Over the past decades, the impacts of greenhouse effect resulted from unregulated emission of excessive carbon dioxide (CO2) have been felt across the globe. In view of the severity of this issue, implementation of environmental protection and energy policies has been strengthened to control the release of greenhouse gases and reduce fossil fuels consumption. Meanwhile, separation at source is deemed as a viable approach to keep the atmospheric CO2 concentration in check and membrane is a well-suited candidate for this application. Membrane separation is not only energy efficient and environmental friendly, its design simplicity and compactness ensure hassle-free operation [1, 2].

Thin film composite (TFC) fabricated via interfacial polymerization (IP) is a wonderful class of membrane which features ultrathin active layer, flexible tunability and ease of upscaling [3–5]. By incorporating inorganic nanoparticles into the composite matrix to produce thin film nanocomposite (TFN), the membrane performance can be significantly improved to overcome the permeance-selectivity trade-off of polymeric material [6–8]. In recent year, the preference on filler has shifted from metal-based to carbon-based material due to the vast availability of carbon sources for sustainable development.

Carbon-based filler especially the carbon nanotube (CNT) exhibits good chemical, thermal stability and mechanical properties which can improve the overall durability of the host composite [9–11].

Additionally, attributed to the smooth graphitic wall of CNT, it has been reported that gases could utilize the CNT pores as rapid diffusion channels leading to high membrane permeability [12–14]. However, fabricating a defect-free CNT composite is often a challenge because this nanotube has very high surface area to volume ratio which makes them easily entangled with one another forming undesirable aggregates [15–17]. Furthermore, the disparity of its properties from the polymeric matrix presents severe incompatibility issue which leads to the formation of filler-matrix interfacial voids and adversely impacts membrane selectivity [18, 19].

Our previous works [20,21] demonstrated that grafting the multi-walled carbon nanotube (MWNT) with polymethyl methacrylate (PMMA) can tackle both the dispersibility and compatibility issues while the employment of ball milling modification can suppress MWNT aggregation.
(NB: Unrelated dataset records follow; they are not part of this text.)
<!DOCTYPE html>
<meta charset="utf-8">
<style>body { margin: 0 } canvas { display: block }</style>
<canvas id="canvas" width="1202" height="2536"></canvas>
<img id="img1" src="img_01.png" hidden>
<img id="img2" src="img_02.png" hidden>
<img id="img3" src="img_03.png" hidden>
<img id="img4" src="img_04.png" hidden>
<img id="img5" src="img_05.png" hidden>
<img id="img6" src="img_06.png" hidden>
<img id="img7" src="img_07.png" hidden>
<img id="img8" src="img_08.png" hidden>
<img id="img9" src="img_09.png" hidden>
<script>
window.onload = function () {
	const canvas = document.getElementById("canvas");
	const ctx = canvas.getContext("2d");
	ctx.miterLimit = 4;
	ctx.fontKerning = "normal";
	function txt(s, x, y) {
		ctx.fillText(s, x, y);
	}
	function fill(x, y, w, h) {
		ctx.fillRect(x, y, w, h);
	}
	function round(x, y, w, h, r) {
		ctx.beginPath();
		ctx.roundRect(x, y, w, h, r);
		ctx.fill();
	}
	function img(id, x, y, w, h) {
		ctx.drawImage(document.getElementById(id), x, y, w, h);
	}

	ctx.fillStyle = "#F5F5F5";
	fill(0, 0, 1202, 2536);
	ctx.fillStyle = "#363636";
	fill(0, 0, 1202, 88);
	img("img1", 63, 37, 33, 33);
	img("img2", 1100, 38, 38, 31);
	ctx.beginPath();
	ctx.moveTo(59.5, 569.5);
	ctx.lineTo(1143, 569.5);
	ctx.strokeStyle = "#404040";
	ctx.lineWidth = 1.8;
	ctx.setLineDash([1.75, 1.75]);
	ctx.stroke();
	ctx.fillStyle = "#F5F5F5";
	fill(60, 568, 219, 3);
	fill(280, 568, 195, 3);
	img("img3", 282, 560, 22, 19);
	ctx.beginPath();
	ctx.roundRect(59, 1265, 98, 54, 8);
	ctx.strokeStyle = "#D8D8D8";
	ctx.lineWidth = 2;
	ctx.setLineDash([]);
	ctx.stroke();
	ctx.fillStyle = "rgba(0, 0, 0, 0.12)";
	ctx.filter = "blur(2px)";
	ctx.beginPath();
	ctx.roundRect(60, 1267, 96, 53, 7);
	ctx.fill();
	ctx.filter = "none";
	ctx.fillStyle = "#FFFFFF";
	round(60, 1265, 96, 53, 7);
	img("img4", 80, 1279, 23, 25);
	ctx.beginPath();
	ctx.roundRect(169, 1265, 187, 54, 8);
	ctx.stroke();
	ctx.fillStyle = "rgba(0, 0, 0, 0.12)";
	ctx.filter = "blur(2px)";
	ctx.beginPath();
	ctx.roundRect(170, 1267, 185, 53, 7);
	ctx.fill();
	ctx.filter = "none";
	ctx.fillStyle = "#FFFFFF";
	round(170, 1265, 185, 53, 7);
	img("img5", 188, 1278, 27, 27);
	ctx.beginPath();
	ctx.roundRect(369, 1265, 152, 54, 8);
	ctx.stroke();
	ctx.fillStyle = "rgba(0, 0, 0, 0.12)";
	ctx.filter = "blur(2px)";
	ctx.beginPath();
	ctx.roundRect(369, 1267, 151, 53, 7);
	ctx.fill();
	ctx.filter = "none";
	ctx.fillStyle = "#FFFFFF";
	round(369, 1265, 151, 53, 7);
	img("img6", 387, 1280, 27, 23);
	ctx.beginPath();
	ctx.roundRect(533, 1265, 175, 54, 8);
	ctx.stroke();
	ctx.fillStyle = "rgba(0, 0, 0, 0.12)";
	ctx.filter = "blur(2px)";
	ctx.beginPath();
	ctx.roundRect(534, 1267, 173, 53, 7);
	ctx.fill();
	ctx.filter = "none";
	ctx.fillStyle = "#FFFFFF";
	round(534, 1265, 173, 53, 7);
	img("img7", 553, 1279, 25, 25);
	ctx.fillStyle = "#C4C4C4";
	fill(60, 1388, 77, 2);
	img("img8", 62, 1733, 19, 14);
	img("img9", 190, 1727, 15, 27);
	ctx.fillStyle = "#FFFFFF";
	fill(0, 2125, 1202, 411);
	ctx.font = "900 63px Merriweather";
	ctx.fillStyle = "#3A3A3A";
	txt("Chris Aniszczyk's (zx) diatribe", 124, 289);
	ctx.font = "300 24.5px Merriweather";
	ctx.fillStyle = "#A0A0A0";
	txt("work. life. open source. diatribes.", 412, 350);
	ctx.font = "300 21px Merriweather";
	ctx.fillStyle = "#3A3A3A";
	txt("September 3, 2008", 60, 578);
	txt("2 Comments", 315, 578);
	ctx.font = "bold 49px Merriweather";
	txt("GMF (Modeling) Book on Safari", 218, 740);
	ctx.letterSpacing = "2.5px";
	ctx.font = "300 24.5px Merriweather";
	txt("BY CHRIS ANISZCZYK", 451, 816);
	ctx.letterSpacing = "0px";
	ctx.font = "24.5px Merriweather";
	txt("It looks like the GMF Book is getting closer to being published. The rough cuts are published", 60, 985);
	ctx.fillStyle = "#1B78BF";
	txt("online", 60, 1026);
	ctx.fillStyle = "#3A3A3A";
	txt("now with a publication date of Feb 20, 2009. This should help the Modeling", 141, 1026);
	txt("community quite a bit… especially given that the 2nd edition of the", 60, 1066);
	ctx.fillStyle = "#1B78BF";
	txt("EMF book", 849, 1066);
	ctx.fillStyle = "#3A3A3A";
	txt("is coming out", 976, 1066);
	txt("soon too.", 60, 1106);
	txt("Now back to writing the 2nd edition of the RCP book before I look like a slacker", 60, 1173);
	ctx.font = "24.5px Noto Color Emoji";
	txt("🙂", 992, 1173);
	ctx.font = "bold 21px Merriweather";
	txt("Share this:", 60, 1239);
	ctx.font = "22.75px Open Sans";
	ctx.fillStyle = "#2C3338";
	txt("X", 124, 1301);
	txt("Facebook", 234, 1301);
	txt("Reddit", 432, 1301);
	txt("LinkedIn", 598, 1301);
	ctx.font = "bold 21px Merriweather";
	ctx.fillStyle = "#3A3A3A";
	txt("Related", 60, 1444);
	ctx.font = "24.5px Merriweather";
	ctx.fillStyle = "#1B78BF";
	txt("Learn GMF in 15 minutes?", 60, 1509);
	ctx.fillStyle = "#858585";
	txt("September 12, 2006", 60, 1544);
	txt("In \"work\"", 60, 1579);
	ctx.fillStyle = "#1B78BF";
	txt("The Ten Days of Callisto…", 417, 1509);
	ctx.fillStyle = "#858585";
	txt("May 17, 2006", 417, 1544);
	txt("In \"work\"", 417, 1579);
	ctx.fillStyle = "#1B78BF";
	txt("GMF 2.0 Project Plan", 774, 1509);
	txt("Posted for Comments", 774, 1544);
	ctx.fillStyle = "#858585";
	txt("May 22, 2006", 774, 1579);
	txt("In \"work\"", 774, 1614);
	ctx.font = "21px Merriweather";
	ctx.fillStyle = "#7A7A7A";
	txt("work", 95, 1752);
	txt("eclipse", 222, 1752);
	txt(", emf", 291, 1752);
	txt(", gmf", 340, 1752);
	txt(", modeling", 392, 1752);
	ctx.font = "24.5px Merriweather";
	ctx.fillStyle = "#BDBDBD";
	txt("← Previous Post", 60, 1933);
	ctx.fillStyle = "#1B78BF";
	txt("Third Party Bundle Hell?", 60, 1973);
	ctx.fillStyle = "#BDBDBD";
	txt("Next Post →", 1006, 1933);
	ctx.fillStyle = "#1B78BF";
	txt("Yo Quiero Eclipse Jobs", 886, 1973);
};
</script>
Additionally, our strategy of embedding the nanofillers within the intermediate layer between support and active skin layers has proven to be effective in minimizing MWNT protrusion. Since the extent of performance enhancement is directly related to the content of nanofillers while the capacity of the polymeric matrix to host the nanofillers are critically influenced by the nature of fillers and fabrication technique used, it is important to identify the optimal PMMA-MWNT

loading that can be embedded into the TFN. Hence, in this study, the effects of PMMA-MWNT loading on the formation of polyamide (PA) thin film and gas separation performance were investigated.

2.0 METHODOLOGY

2.1 Materials

The materials used in this study include MWNTs (98 % carbon basis, OD × ID × L: 10 ± 1 nm × 4.5 ± 0.5 nm × 3-6 μm), polyvinylpyrrolidone (PVP, K90) and diethylene glycol bis(3-aminopropyl) ether (DGBAmE, 97 %) purchased from Sigma Aldrich, sulfuric acid (H2SO4, 95-97 %), nitric acid (HNO3, 65 %), methyl methacrylate (MMA), N-methyl-2-pyrrolidone (NMP, 99 %), n-hexane (99 %), potassium persulfate (KPS), sodium hydrogen carbonate (NaHCO3) and sodium carbonate (Na2CO3 purchased from Merck, cetyltrimethyammonium bromide (CTAB, 99 %) and trimesoyl chloride (TMC, 98%) from Acros Organics, methanol (99.8 %) and ethanol (96 %) from Fisher Scientific, polydimethylsiloxane (PDMS, Sylgard 184, Dow Corning) and polysulfone (PSf, Udel P-3500, Solvay).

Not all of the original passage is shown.